On Sunday, July 9, a neuron was reported with an age of 52 years, which indicated there was a bug somewhere in the NNS that allowed an erroneous adjustment of Neuron Ages.
Cause
The issue is caused by a conflict between how increase_dissolve_delay affects aging_since_timestamp_seconds field in some cases and the change applied in NeuronDeltas that applies an additional change to the same field.
The NeuronDelta value of aging_since_timestamp_seconds is generated based on the current aging_since_timestamp_seconds value of the Neuron, which in the case of a dissolved or dissolving neuron is u64::MAX.
However, when the target Neuron in the Merge command has a dissolve delay less than the source neuron, an increased dissolve delay is also applied.
When the target neuron’s dissolve delay is increased to match the source neuron, it is done so through increase_dissolve_delay. If the neuron is already dissolved (i.e. a state of WhenDissolvedTimestampSeconds(t) where t < now) this changes the neuron from Dissolved to NotDissolving, and applies a change to aging_since_timestamp_seconds, changing it from u64::MAX to a value that would allow it to age. The other change, calculated to reduce the value from u64::MAX to the combined age of the two neurons, is applied after that, which results in zeroing out aging_since_timestamp_seconds (through .saturating_sub) which results in a neuron with the long age that was observed, since it is now aging since the unix epoch. This happens because the delta of aging_since_timestamp_seconds is calculated based on the original value of u64::MAX.
increase_dissolve_delay does not change the value of aging_since_timestamp_seconds when both neurons have dissolve_state set to DissolveDelaySeconds(t) where t > 0 or when WhenDissolvedTimestampSeconds(t) has t > now, however, which is why the ManageNeuron::Merge command normally succeeded as designed. So only in the case of a neuron that successfully dissolved would the erroneous transformation be applied.
While there were extensive existing tests in place covering the complex rules around merging neurons, there were none that covered this exact edge case, and this was missed by the team.
Mitigation and Re-enabling of Merge in Limited Circumstances
The mitigation is to limit the states of both source and target neurons operated on during the ManageNeuron::Merge command to only be applicable to the code path where the neurons are in a NotDissolving state, which means that they both have a dissolve_state of DissolveDelaySeconds(t) where t > 0`.
The team decided this was an acceptable interim state based on the following.
- In that state, both neurons have a normal behavior of
aging_since_timestamp_secondswhere the field means exactly what it says. - Both neurons can have
increase_dissolve_delaycalled without also changingaging_since_timestamp_secondsin that function. - There are no significant use cases for merging neurons that cannot be handled by
stop_dissolvingthenmerge, or simply disbursing ICP to the other neuron’s account. There may be some cases where this results in an inconvenience, but ultimately merging neurons is largely a convenience feature.
The proposed mitigations are visible here:
Disable merging neurons that are dissolved or dissolving · dfinity/ic@5bb8262 · GitHub (re-enables merging neurons in limited circumstances)

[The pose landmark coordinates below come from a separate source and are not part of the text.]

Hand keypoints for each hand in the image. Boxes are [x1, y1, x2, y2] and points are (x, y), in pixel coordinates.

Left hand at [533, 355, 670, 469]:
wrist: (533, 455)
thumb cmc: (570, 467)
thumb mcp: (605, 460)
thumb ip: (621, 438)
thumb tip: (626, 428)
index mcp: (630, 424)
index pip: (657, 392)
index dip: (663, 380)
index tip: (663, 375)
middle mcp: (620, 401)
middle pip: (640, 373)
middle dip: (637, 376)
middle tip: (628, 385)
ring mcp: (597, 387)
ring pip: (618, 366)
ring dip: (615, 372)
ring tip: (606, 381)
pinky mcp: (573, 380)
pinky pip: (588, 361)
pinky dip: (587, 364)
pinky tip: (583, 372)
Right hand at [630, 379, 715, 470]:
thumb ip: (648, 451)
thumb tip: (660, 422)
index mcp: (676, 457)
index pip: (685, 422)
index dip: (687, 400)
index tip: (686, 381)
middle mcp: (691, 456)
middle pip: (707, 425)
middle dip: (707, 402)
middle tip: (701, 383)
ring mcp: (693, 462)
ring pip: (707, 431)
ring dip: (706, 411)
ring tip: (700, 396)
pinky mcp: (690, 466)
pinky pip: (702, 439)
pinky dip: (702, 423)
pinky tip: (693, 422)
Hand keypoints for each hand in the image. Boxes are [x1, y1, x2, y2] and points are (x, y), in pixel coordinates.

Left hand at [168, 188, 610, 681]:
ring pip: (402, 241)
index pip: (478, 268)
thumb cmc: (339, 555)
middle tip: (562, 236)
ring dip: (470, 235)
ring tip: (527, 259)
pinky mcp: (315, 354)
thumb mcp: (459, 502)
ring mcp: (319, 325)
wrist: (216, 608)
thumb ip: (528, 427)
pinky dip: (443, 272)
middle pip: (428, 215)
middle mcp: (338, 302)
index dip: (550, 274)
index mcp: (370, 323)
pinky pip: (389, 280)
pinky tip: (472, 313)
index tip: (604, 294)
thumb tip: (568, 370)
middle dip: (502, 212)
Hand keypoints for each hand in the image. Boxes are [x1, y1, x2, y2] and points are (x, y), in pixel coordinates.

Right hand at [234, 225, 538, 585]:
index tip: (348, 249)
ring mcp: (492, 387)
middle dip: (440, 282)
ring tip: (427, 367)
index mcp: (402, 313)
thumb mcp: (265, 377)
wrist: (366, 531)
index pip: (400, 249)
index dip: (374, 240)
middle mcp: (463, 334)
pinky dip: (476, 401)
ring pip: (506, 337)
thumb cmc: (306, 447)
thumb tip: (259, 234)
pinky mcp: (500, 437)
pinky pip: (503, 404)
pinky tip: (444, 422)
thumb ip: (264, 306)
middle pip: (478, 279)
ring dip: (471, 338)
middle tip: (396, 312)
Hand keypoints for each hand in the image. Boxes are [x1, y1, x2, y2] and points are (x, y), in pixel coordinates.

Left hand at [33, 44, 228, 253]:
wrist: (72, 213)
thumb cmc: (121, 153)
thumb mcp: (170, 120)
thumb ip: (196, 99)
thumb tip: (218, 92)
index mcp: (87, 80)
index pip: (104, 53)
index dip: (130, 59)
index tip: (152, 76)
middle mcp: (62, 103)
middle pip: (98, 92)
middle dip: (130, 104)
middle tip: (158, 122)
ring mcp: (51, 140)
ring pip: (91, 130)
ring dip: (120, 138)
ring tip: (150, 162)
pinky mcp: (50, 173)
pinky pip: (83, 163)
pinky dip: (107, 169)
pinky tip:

FOLLOW-1134 Reset aging timestamp if it's older than GENESIS - PRE_AGE · dfinity/ic@5d526de · GitHub (partially resets age for neurons)
Cleanup of Existing Neurons
Our proposed cleanup is to find any neuron that has a longer-than-possible age based on genesis and neuron-pre-aging of the genesis neurons, and to set those neurons to have an age equal to genesis.
We chose this route because 1) it is not easily possible to find the exact age of the neurons affected by this issue before they were affected, and 2) most neurons were not affected, and 3) the affected neurons have relatively small stakes.
While this solution is not ideal, the effort to exactly fix the affected neurons would be large, and would take our focus away from a lot of other important work. We are currently investigating the effort needed to do a more thorough fix in the future.
Long-Term Solution
In the longer-term, a more systematic review of Neuron logic and invariants is underway, and a restructuring of code to make those assumptions more explicit and easier to maintain is being planned.
We plan to add some safeguards and checks on neurons to ensure that every modification results in changes between expected bounds and ensure that each Neuron maintains its implicit invariants explicitly. We will add add additional test cases to prevent regressions, and continue to improve this code.
When these code changes happen, we will evaluate further relaxing the proposed restrictions on merging neurons together.